Harilal Harshadrai Dhruv (10 May 1856 – 19 June 1896) () was a lawyer, poet, editor, indologist and scholar of Sanskrit literature. Educated in Arts and Law, he served as a teacher and later as a judge of Baroda state. He was interested in oriental studies. He wrote poetry and edited some works too.

Life
Dhruv was born in Hindu Nagar Brahmin family in 1856. He completed his Bachelor of Arts in 1873 and LL.B in 1880.  Dhruv worked as a teacher from 1881 to 1885. Later he started his law career as a pleader from Surat, and was elevated to post of District and Session Judge of Baroda state. He was sent as a representative of Bharuch in the annual session of Indian National Congress in 1898 by Baroda state.
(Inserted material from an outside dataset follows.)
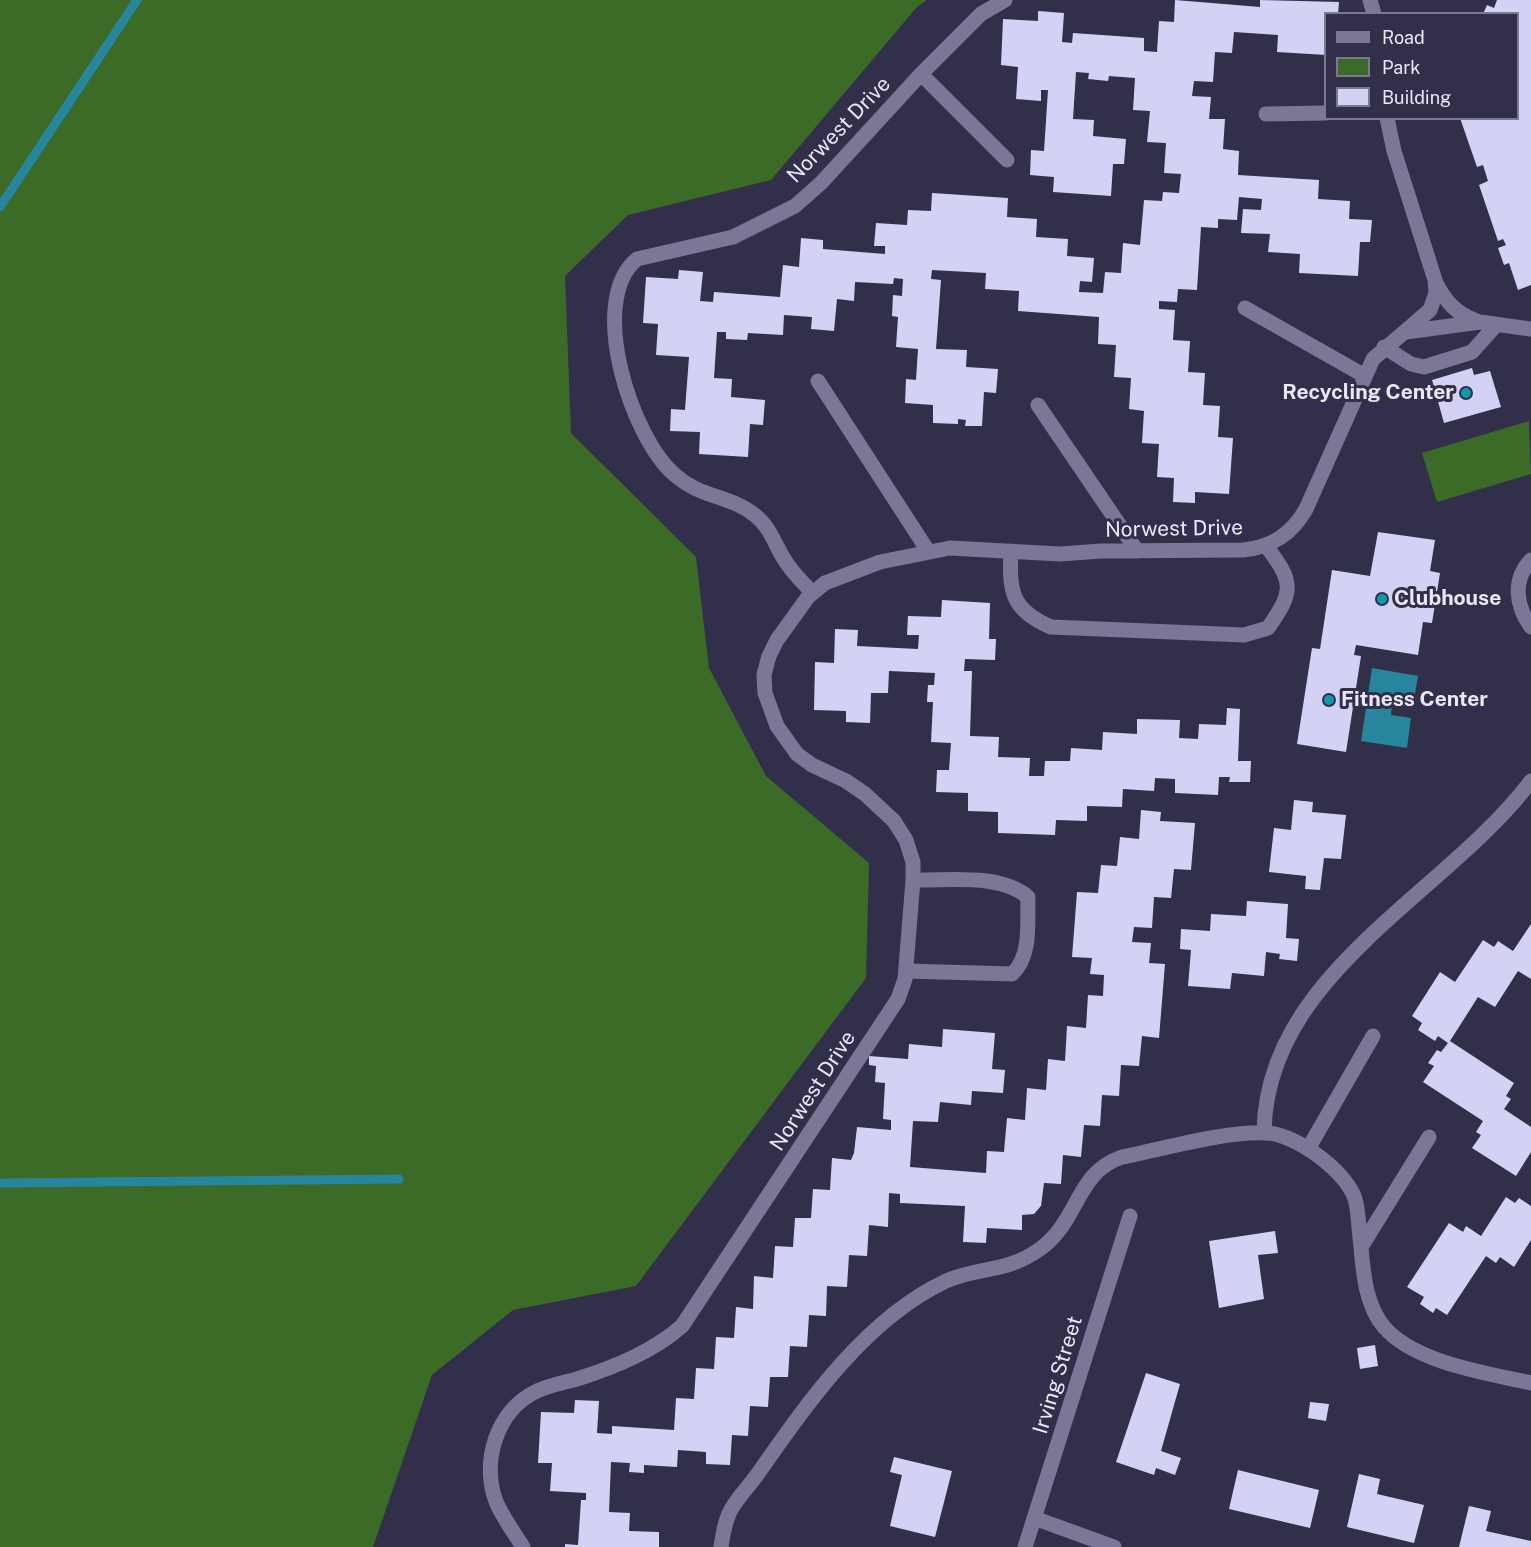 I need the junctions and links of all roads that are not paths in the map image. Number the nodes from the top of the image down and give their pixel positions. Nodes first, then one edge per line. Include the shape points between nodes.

In 1882, Dhruv founded Prajahita Vardhak Sabha in Surat with Ukabhai Parabhudas. He left by SS. Maria Theresa and attended the eighth International Congress of Orientalists at Stockholm and Christiania as representative of Baroda in 1889 where he was honoured with Doctor of Literature and Arts. He was a member of the Royal Asiatic Society and the Anthropological Society of London.  Dhruv received Ph.D. from Berlin University. His brother Keshavlal Dhruv was also author, editor and translator. He died in 1896.

Works
His initial poetry was influenced by medieval Gujarati, medieval Hindi and classical Sanskrit poetry while his later poetry was influenced by English poetry and modernism.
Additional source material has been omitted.